Iran, 8 marzo 1979: una folla di migliaia di donne attraversa in marcia le strade di Teheran per chiedere al Primo Ministro della neonata repubblica islamica di sollevarle dall’obbligo di indossare l’hijab. Le donne vengono respinte e picchiate dalla polizia, e la giornata internazionale della donna viene formalmente vietata in Iran. Al suo posto si festeggia la giornata della donna e della madre nella data in cui cade la nascita di Fatima, figlia del profeta Maometto e figura importante nell’Islam sciita. Questo però non impedisce alle attiviste iraniane di cogliere l’occasione dell’8 marzo per manifestare la propria partecipazione alle proteste e alle celebrazioni che si tengono nel resto del mondo, correndo anche il rischio del carcere. E se l’8 marzo è davvero tutti i giorni, allora non sono meno significative le proteste che hanno seguito la morte di Mahsa Amini, o il gesto della studentessa che è stata arrestata per essersi svestita davanti a un’università lo scorso novembre. Abbiamo quindi scelto per questo 8 marzo di intervistare Sohyla Arjmand, attivista iraniana che vive a Bologna da 40 anni e si è allontanata dall’Iran proprio in seguito alla Rivoluzione islamica, che da anni lotta per i diritti delle donne iraniane anche con il gruppo Donne per Nasrin.
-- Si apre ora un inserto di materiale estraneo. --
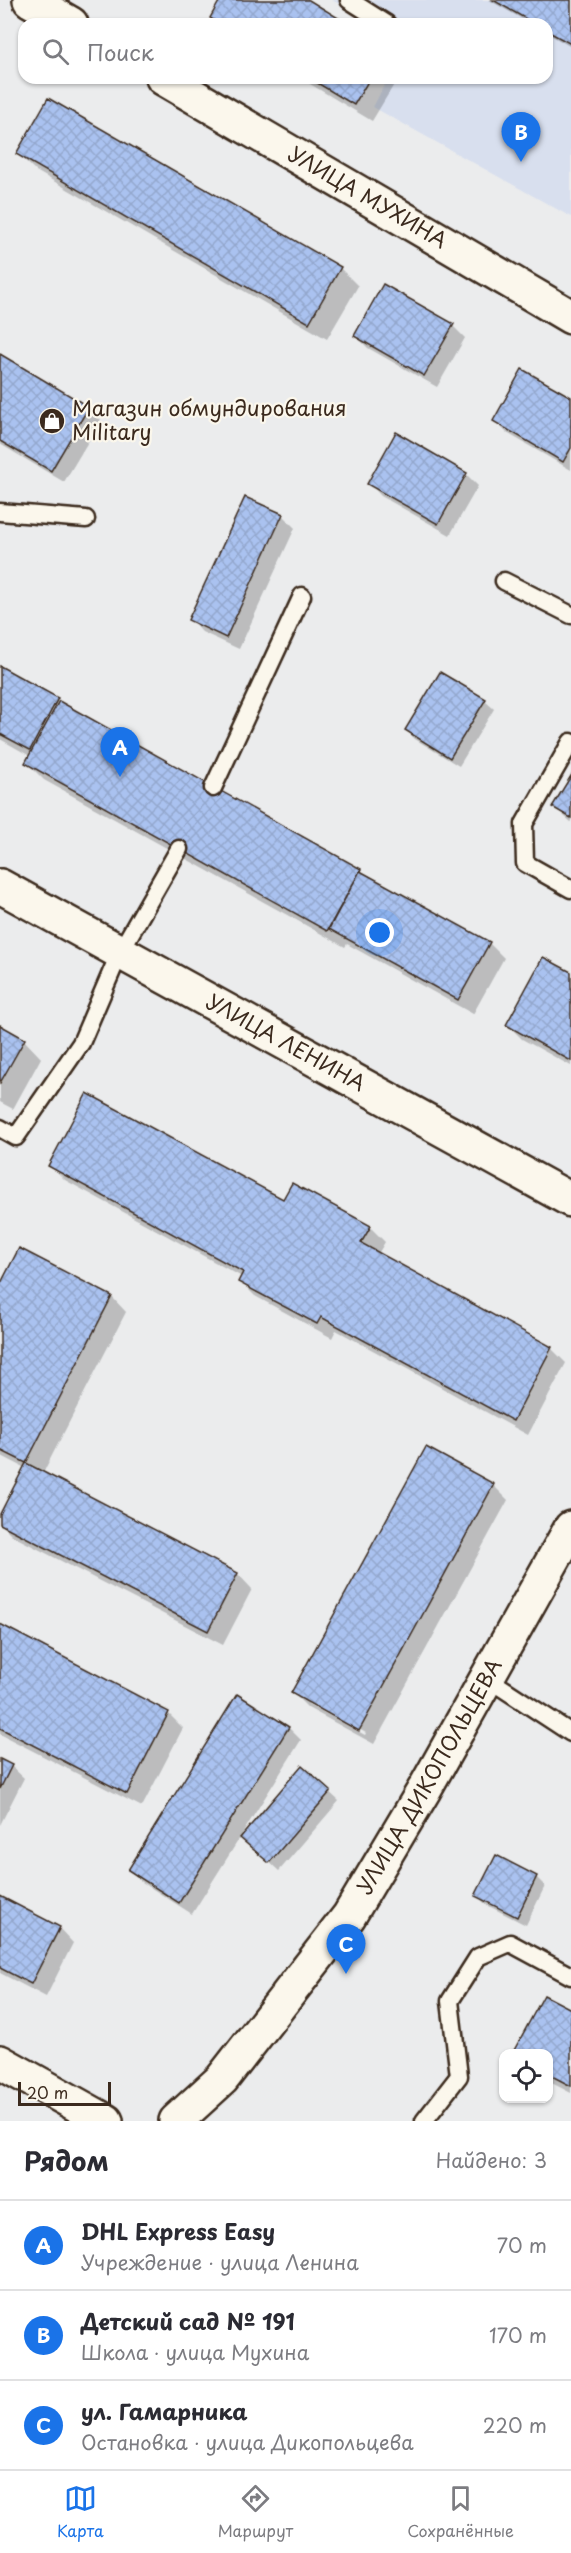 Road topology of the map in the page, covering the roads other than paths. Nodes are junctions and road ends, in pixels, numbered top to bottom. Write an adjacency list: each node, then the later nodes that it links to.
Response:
1 (30, 0): 3 (main road)
2 (349, 0): 4 (lane)
3 (61, 18)
4 (378, 18)
5 (173, 84): 6 (main road, УЛИЦА МУХИНА)
6 (571, 317)
7 (0, 512): 8 (lane)
8 (86, 519)
9 (504, 580): 11 (lane)
10 (303, 596): 13 (lane)
11 (571, 615)
12 (571, 742): 16 (lane)
13 (213, 788)
14 (179, 849): 17 (lane)
15 (0, 886): 17 (main road, УЛИЦА ЛЕНИНА)
16 (571, 889)
17 (120, 952): 18 (lane); 19 (main road, УЛИЦА ЛЕНИНА)
18 (0, 1128)
19 (571, 1200)
20 (571, 1528): 21 (main road, УЛИЦА ДИКОПОЛЬЦЕВА)
21 (487, 1678): 22 (lane); 26 (main road, УЛИЦА ДИКОПОЛЬЦЕВА)
22 (571, 1733)
23 (571, 1976): 27 (lane)
24 (0, 2062): 25 (main road)
25 (106, 2121)
26 (176, 2121)
27 (424, 2121)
Sohyla, vorremmo sapere di più su di lei e sulla sua storia: qual è stato il suo percorso e cosa l’ha spinta a diventare un’attivista per i diritti delle donne?
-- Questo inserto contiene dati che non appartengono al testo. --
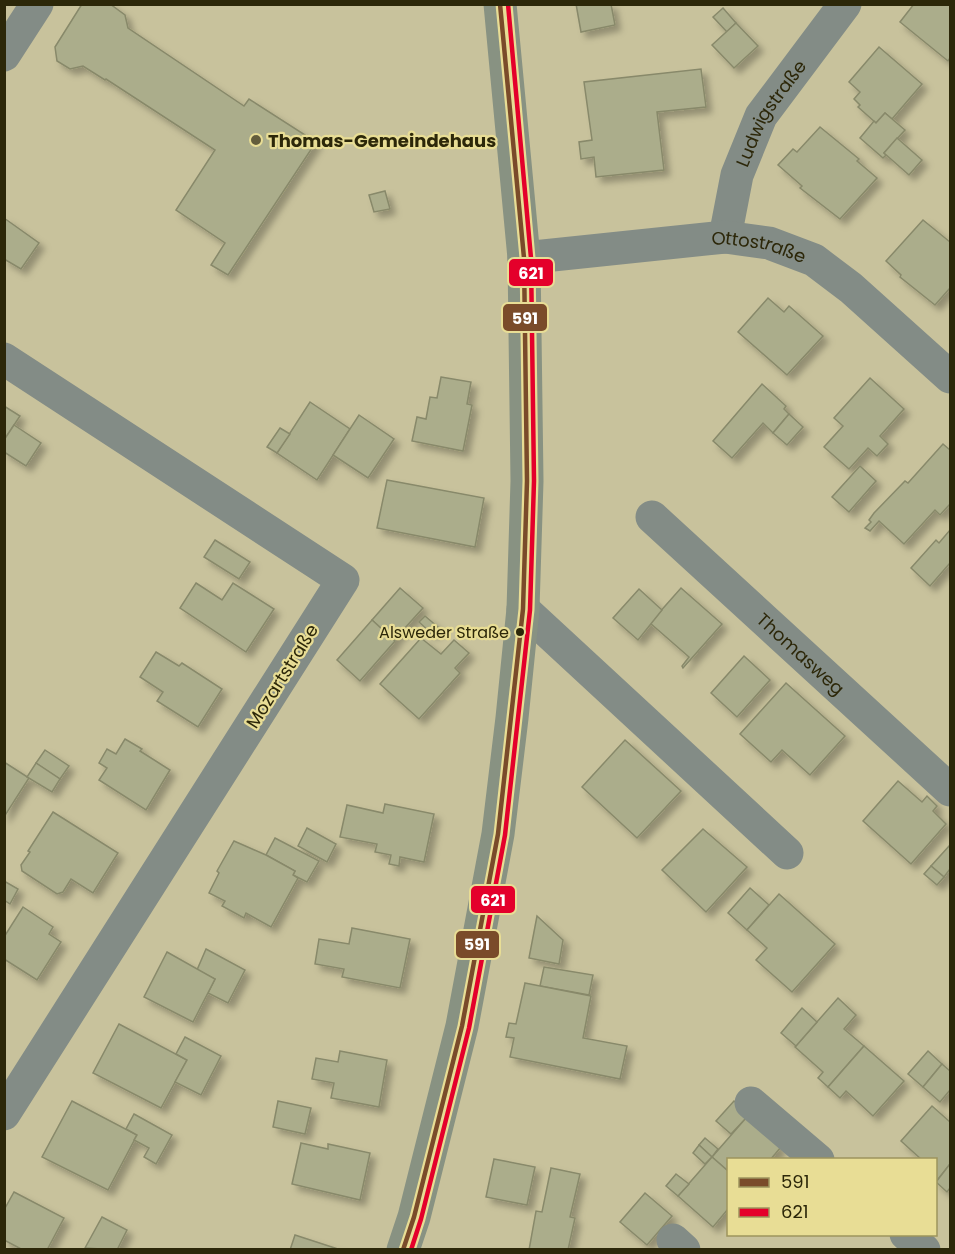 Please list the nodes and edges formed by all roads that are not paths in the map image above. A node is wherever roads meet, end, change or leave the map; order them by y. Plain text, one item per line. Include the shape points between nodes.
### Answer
1 (37, 4) edge
2 (500, 4) edge
3 (845, 4) edge
4 (4, 55) edge
5 (725, 237) junction
6 (524, 258) junction
7 (4, 359) edge
8 (951, 377) edge
9 (652, 517) dead end
10 (523, 609) junction
11 (951, 790) edge
12 (787, 853) dead end
13 (751, 1103) dead end
14 (4, 1114) edge
15 (816, 1158) edge
16 (908, 1236) edge
17 (403, 1250) edge
18 (924, 1250) edge

1 - 4 street
2 - 6 street
3 - 5 street, Ludwigstraße via 761,116 737,175
5 - 6 street, Ottostraße
5 - 8 street, Ottostraße via 769,243 814,260
6 - 10 street via 527,481
7 - 14 street, Mozartstraße via 343,580
9 - 11 street, Thomasweg
10 - 12 street
10 - 17 street via 498,834 462,1026
13 - 15 street
16 - 18 street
Quando ero bambina, ero ossessionata dalle domande su Venezia. Mi chiedevo come fosse possibile vivere in una città costruita sull’acqua. Nel 1978, l’anno in cui ho conseguito la maturità, mio padre mi fece un regalo speciale: un viaggio di tre mesi in Italia. Durante la mia permanenza, mi chiamò e mi disse: «Non tornare in Iran, l’aria sta cambiando». Fu così che andai a Perugia per studiare la lingua italiana e, successivamente, mi trasferii a Sassari per studiare alla facoltà di Farmacia. Dopo il primo anno, chiesi, insieme al mio attuale marito, il trasferimento a Bologna. Ed è qui che sono rimasta, a Bologna, per ben 40 anni. Per molto tempo non mi sono affatto interessata alla politica. Tuttavia, una serie di eventi in Iran cambiò radicalmente la mia visione. Il regime cominciò a vietare ai genitori di inviare denaro ai figli all’estero, mise sotto controllo i telefoni della popolazione e perseguitò chiunque fosse sospettato di opporsi al regime. Le azioni intraprese dal regime videro come vittime anche mio fratello e le mie due sorelle.
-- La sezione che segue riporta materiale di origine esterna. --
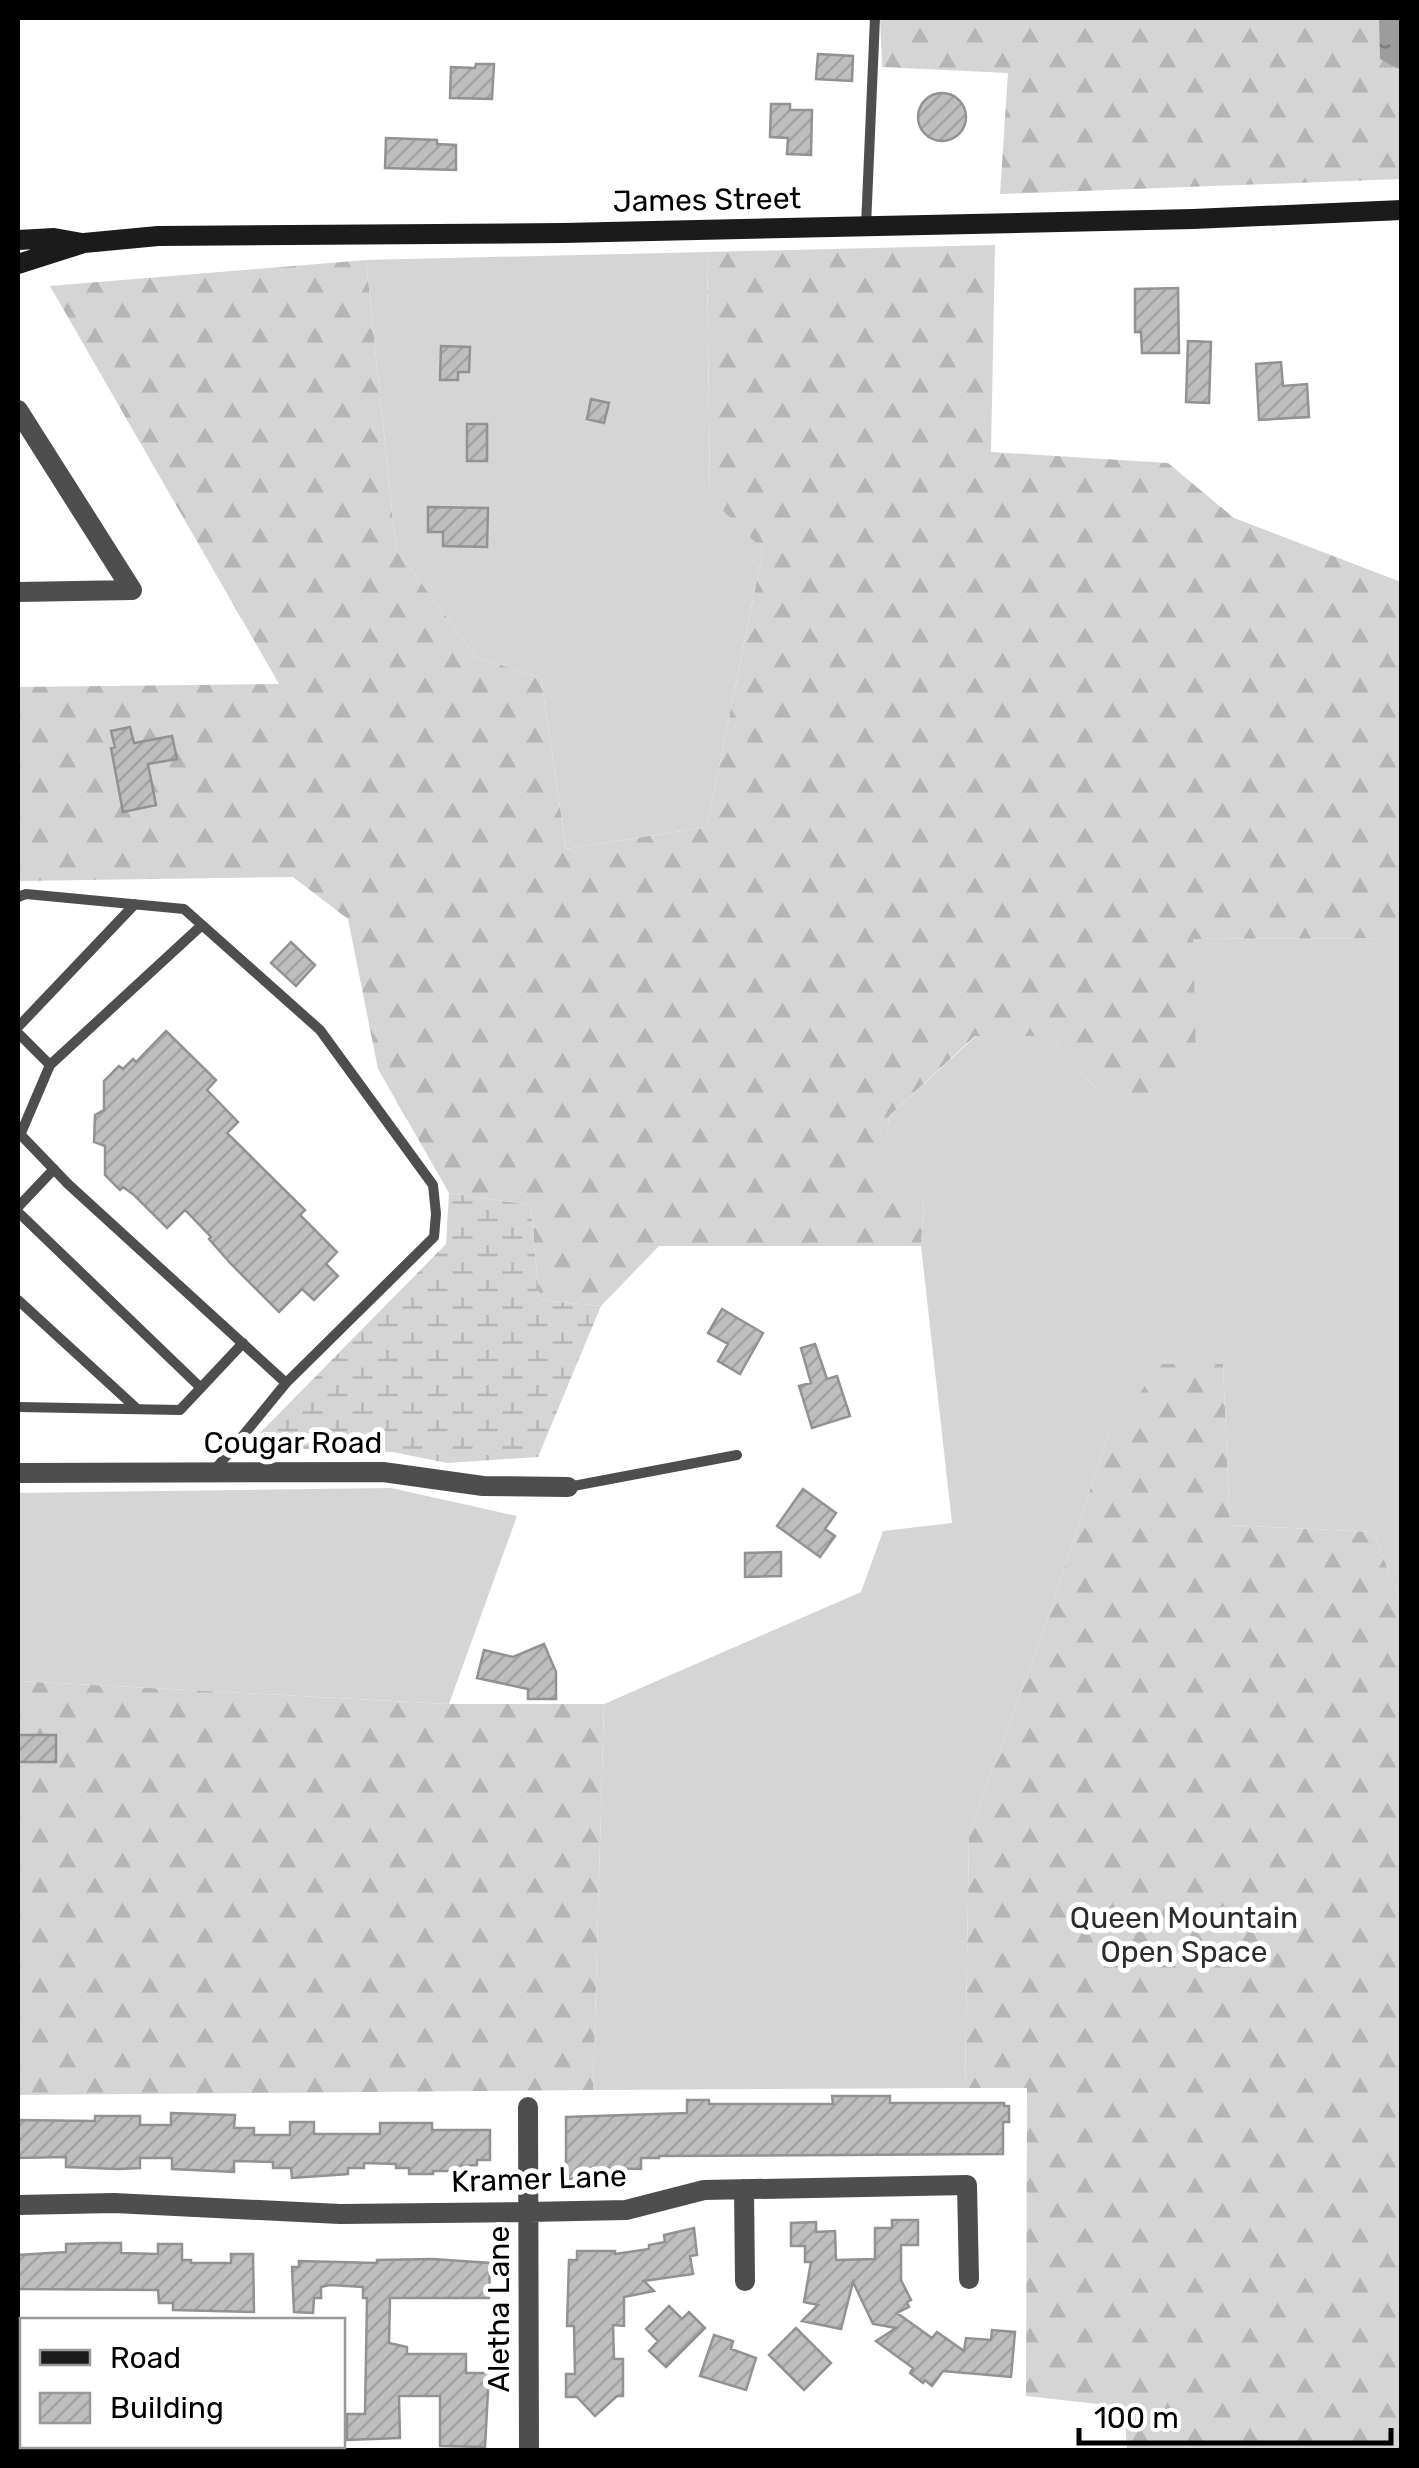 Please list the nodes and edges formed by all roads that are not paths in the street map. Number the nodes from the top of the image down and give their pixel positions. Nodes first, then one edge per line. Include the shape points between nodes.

Proprio a seguito della morte di una delle mie sorelle ho deciso di intraprendere la strada dell’attivismo, nello specifico ho deciso di battermi per tutelare i diritti delle donne. Io sono attivista perchè non voglio che quello che è successo alla mia famiglia e alle donne succeda ad altrɜ.

Quali sono le sfide che le donne iraniane affrontano nella loro lotta per i diritti? E quali sono i loro principali strumenti di mobilitazione?
Negli ultimi 3 anni la resistenza è aumentata, il 40% delle donne per esempio non porta il velo, va in moto, le donne cantano per strada, cantano ai funerali perché il regime non vuole che si diffondano gioia e felicità. Il regime reagisce in diversi modi: accusa le donne di reati inesistenti per procedere con le incarcerazioni, relega nelle stesse celle le prigioniere politiche con chi ha commesso atti di delinquenza e costringe le seconde a porre fine alla vita delle prime. Le donne iraniane però non hanno paura e la grande differenza tra loro e le donne afghane è che le seconde non ricevono alcun sostegno. In Iran invece le giovani generazioni, e non solo, si sostengono tra loro. C’è una grande rete di solidarietà.
Cosa rappresenta quindi per lei l’8 marzo e perché è importante celebrarlo? Che messaggio vorrebbe trasmettere alle giovani donne iraniane (ma non solo) che aspirano a un cambiamento?
Le donne si devono battere per loro stesse e per tutte le altre donne tutto l’anno, non sopporto chi si fa vedere solo nei momenti in cui si parla del determinato tema per fare audience.
Quindi il mio invito è questo: l’8 marzo facciamoci sentire e, cosa importante, parliamo con un linguaggio che possa essere compreso da tuttɜ. Solo così la nostra voce comincerà a valere davvero.